#### EXTRACTED DATA
**********

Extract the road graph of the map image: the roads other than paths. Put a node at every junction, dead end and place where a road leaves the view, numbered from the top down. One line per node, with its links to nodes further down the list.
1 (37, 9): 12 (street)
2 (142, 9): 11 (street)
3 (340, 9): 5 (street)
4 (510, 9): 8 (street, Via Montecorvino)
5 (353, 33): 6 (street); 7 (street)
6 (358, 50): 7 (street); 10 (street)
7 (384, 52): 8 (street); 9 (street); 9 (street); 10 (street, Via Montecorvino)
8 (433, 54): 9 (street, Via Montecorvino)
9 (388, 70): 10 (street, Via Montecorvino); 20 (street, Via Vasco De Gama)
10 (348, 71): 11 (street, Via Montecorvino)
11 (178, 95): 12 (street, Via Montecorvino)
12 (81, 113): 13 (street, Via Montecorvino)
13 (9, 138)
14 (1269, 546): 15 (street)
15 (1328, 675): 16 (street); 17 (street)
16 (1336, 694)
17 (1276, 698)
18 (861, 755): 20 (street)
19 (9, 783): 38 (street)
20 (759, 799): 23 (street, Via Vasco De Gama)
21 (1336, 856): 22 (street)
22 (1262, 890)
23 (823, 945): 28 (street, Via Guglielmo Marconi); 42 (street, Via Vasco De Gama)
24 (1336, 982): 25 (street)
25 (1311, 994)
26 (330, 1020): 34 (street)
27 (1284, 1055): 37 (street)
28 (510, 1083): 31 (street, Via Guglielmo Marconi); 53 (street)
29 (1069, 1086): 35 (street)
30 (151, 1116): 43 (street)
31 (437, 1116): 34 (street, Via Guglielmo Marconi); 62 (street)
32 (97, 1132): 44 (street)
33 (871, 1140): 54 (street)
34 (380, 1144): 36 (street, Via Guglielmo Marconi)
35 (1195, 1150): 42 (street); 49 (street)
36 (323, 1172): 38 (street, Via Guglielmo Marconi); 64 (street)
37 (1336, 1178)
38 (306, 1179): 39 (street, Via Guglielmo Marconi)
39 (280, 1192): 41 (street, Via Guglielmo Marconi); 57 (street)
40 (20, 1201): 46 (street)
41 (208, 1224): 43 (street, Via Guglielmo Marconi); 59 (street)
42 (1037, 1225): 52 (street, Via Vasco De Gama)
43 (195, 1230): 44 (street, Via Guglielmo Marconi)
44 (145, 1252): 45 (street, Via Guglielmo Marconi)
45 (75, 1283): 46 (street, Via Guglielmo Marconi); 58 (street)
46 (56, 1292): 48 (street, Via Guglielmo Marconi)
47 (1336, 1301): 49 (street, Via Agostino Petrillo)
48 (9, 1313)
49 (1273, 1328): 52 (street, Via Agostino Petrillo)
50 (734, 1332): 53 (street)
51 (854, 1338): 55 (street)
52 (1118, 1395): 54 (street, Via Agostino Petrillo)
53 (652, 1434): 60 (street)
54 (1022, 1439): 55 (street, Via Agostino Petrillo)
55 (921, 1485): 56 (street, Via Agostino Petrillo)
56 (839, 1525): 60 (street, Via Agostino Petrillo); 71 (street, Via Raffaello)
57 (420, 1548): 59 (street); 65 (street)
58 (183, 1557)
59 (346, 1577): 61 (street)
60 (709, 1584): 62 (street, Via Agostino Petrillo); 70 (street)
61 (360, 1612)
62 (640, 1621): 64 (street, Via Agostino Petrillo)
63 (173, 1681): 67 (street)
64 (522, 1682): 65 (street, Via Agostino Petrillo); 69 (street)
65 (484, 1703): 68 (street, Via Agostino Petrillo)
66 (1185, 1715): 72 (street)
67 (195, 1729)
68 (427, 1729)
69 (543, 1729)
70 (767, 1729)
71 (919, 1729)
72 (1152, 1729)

**********

#### WHAT THIS TASK INVOLVES
Among the lines of the data, identify those with the word "Gama". Copy each of them.

#### REPLY TO THE EXERCISE
9 (388, 70): 10 (street, Via Montecorvino); 20 (street, Via Vasco De Gama)
20 (759, 799): 23 (street, Via Vasco De Gama)
23 (823, 945): 28 (street, Via Guglielmo Marconi); 42 (street, Via Vasco De Gama)
42 (1037, 1225): 52 (street, Via Vasco De Gama)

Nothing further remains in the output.